Larry Savage
- Birth name: Lawrence Theodore Savage
- Date of birth: 17 February 1928
- Place of birth: Nelson, New Zealand
- Date of death: 27 September 2013 (aged 85)
- Place of death: Lower Hutt, New Zealand
- Height: 1.65 m (5 ft 5 in)
- Weight: 65 kg (143 lb)
- School: Nelson College
- University: Canterbury University College
- Occupation(s): Civil engineer

Rugby union career
- Position(s): Half-back

Provincial / State sides
- Years: Team / Apps / (Points)
- 1947–50: Canterbury / 18 / ()
- 1952–53: Wellington / 12 / ()
- 1955–56: Bush / 14 / ()

International career
- Years: Team / Apps / (Points)
- 1949: New Zealand / 3 / (0)

= Larry Savage (rugby union) =

Lawrence Theodore Savage (17 February 1928 – 27 September 2013) was a New Zealand rugby union player.

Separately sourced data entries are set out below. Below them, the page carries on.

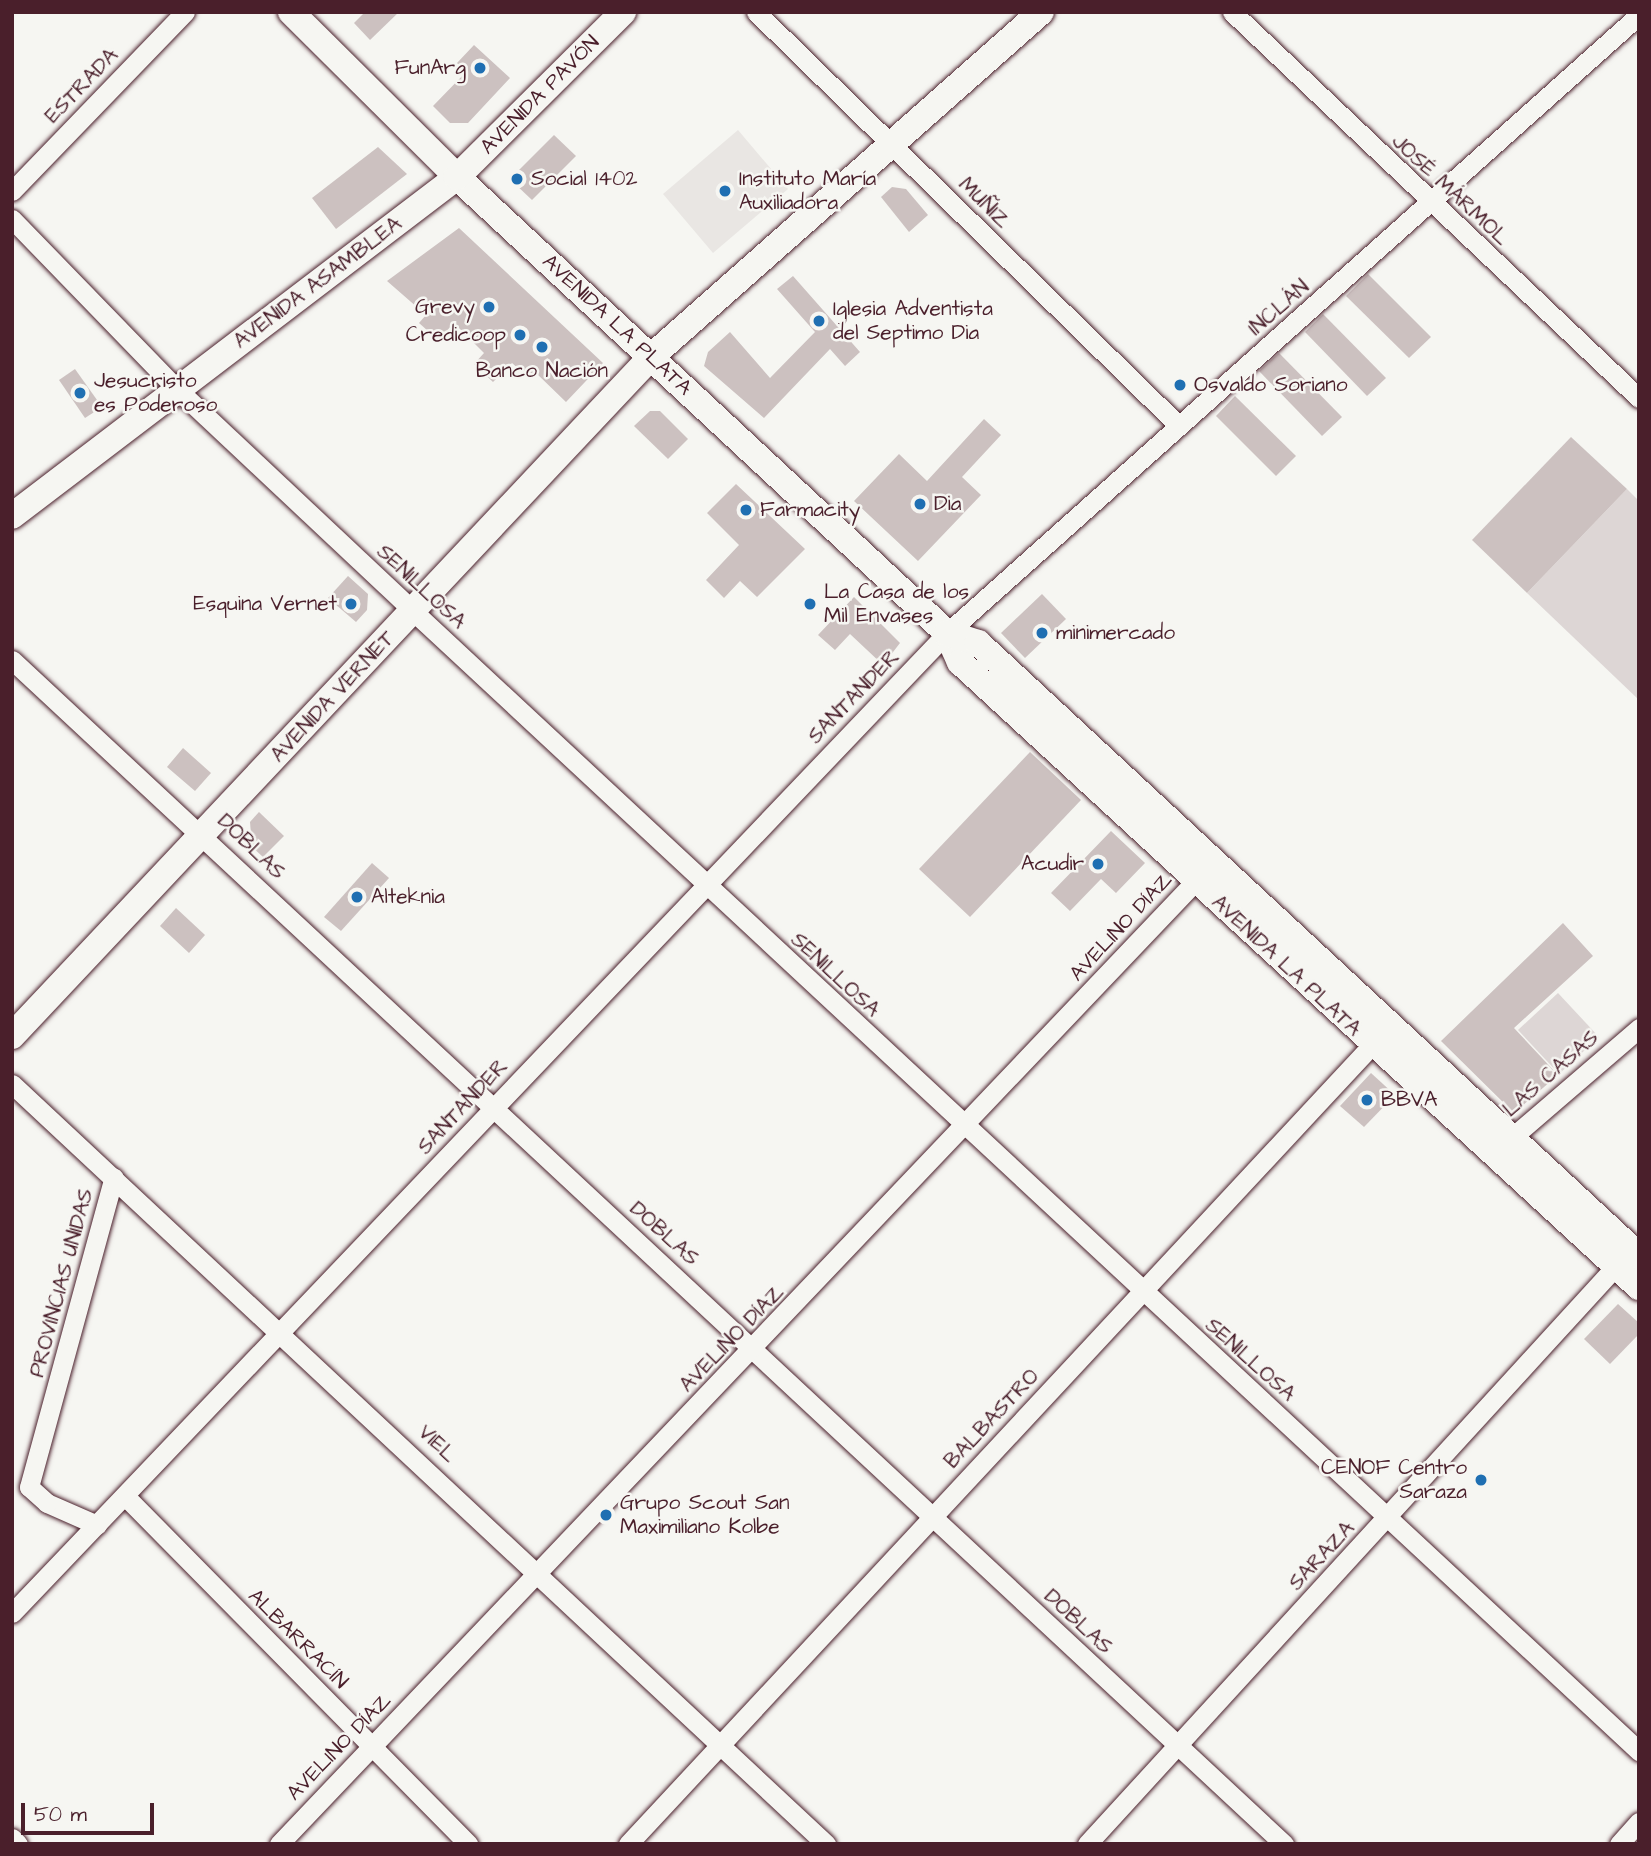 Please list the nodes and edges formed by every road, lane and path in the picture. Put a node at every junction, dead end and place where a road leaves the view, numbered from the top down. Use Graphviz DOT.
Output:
graph roads {
  1 [pos="185,12"];
  2 [pos="291,12"];
  3 [pos="623,12"];
  4 [pos="756,12"];
  5 [pos="1041,12"];
  6 [pos="1232,12"];
  7 [pos="1639,15"];
  8 [pos="890,142"];
  9 [pos="457,177"];
  10 [pos="12,191"];
  11 [pos="1432,205"];
  12 [pos="12,219"];
  13 [pos="652,356"];
  14 [pos="178,390"];
  15 [pos="1639,398"];
  16 [pos="1179,426"];
  17 [pos="12,516"];
  18 [pos="414,612"];
  19 [pos="947,633"];
  20 [pos="12,660"];
  21 [pos="204,834"];
  22 [pos="1214,861"];
  23 [pos="1195,881"];
  24 [pos="706,885"];
  25 [pos="1391,1027"];
  26 [pos="1639,1028"];
  27 [pos="12,1037"];
  28 [pos="1370,1044"];
  29 [pos="12,1084"];
  30 [pos="492,1110"];
  31 [pos="965,1127"];
  32 [pos="1502,1146"];
  33 [pos="114,1177"];
  34 [pos="1629,1257"];
  35 [pos="1639,1287"];
  36 [pos="1141,1291"];
  37 [pos="283,1333"];
  38 [pos="756,1348"];
  39 [pos="125,1496"];
  40 [pos="931,1518"];
  41 [pos="1390,1518"];
  42 [pos="97,1525"];
  43 [pos="539,1569"];
  44 [pos="12,1613"];
  45 [pos="1178,1745"];
  46 [pos="372,1746"];
  47 [pos="720,1746"];
  48 [pos="1639,1751"];
  49 [pos="1639,1822"];
  50 [pos="12,1838"];
  51 [pos="18,1844"];
  52 [pos="279,1844"];
  53 [pos="468,1844"];
  54 [pos="628,1844"];
  55 [pos="826,1844"];
  56 [pos="1087,1844"];
  57 [pos="1284,1844"];
  58 [pos="1619,1844"];
  1 -- 10 [label="street, ESTRADA"];
  2 -- 9 [label="main road, AVENIDA LA PLATA"];
  3 -- 9 [label="main road, AVENIDA PAVÓN"];
  4 -- 8 [label="street, MUÑIZ"];
  5 -- 8 [label="main road, AVENIDA VERNET"];
  6 -- 11 [label="street, JOSÉ MÁRMOL"];
  7 -- 11 [label="street, INCLÁN"];
  8 -- 13 [label="main road, AVENIDA VERNET"];
  8 -- 16 [label="street, MUÑIZ"];
  9 -- 13 [label="main road, AVENIDA LA PLATA"];
  9 -- 14 [label="main road, AVENIDA ASAMBLEA"];
  11 -- 15 [label="street, JOSÉ MÁRMOL"];
  11 -- 16 [label="street, INCLÁN"];
  12 -- 14 [label="street, SENILLOSA"];
  13 -- 18 [label="main road, AVENIDA VERNET"];
  13 -- 19 [label="main road, AVENIDA LA PLATA"];
  14 -- 17 [label="main road, AVENIDA ASAMBLEA"];
  14 -- 18 [label="street, SENILLOSA"];
  16 -- 19 [label="street, INCLÁN"];
  18 -- 21 [label="main road, AVENIDA VERNET"];
  18 -- 24 [label="street, SENILLOSA"];
  19 -- 22 [label="main road, AVENIDA LA PLATA"];
  19 -- 23 [label="main road, AVENIDA LA PLATA"];
  19 -- 24 [label="street, SANTANDER"];
  20 -- 21 [label="street, DOBLAS"];
  21 -- 27 [label="main road, AVENIDA VERNET"];
  21 -- 30 [label="street, DOBLAS"];
  22 -- 23 [label="street, AVELINO DÍAZ"];
  22 -- 25 [label="main road, AVENIDA LA PLATA"];
  23 -- 28 [label="main road, AVENIDA LA PLATA"];
  23 -- 31 [label="street, AVELINO DÍAZ"];
  24 -- 30 [label="street, SANTANDER"];
  24 -- 31 [label="street, SENILLOSA"];
  25 -- 28 [label="street, BALBASTRO"];
  25 -- 32 [label="main road, AVENIDA LA PLATA"];
  26 -- 32 [label="street, LAS CASAS"];
  28 -- 32 [label="main road, AVENIDA LA PLATA"];
  28 -- 36 [label="street, BALBASTRO"];
  29 -- 33 [label="street, VIEL"];
  30 -- 37 [label="street, SANTANDER"];
  30 -- 38 [label="street, DOBLAS"];
  31 -- 36 [label="street, SENILLOSA"];
  31 -- 38 [label="street, AVELINO DÍAZ"];
  32 -- 34 [label="main road, AVENIDA LA PLATA"];
  33 -- 37 [label="street, VIEL"];
  33 -- 42 [label="street, PROVINCIAS UNIDAS"];
  34 -- 35 [label="main road, AVENIDA LA PLATA"];
  34 -- 41 [label="street, SARAZA"];
  36 -- 40 [label="street, BALBASTRO"];
  36 -- 41 [label="street, SENILLOSA"];
  37 -- 39 [label="street, SANTANDER"];
  37 -- 43 [label="street, VIEL"];
  38 -- 40 [label="street, DOBLAS"];
  38 -- 43 [label="street, AVELINO DÍAZ"];
  39 -- 42 [label="street, SANTANDER"];
  39 -- 46 [label="street, ALBARRACÍN"];
  40 -- 45 [label="street, DOBLAS"];
  40 -- 47 [label="street, BALBASTRO"];
  41 -- 45 [label="street, SARAZA"];
  41 -- 48 [label="street, SENILLOSA"];
  42 -- 44 [label="street, SANTANDER"];
  43 -- 46 [label="street, AVELINO DÍAZ"];
  43 -- 47 [label="street, VIEL"];
  45 -- 56 [label="street, SARAZA"];
  45 -- 57 [label="street, DOBLAS"];
  46 -- 52 [label="street, AVELINO DÍAZ"];
  46 -- 53 [label="street, ALBARRACÍN"];
  47 -- 54 [label="street, BALBASTRO"];
  47 -- 55 [label="street, VIEL"];
  49 -- 58 [label="street"];
  50 -- 51 [label="street"];
}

A half-back, Savage represented Canterbury (while a student at Canterbury University College), Wellington and Bush at a provincial level, and was a member of the New Zealand national side, the All Blacks, in 1949. He played 12 matches for the All Blacks including three internationals.

Savage was educated at Nelson College from 1941 to 1945. He died in 2013. He died in Lower Hutt on 27 September 2013, and his ashes were buried at Taitā Lawn Cemetery.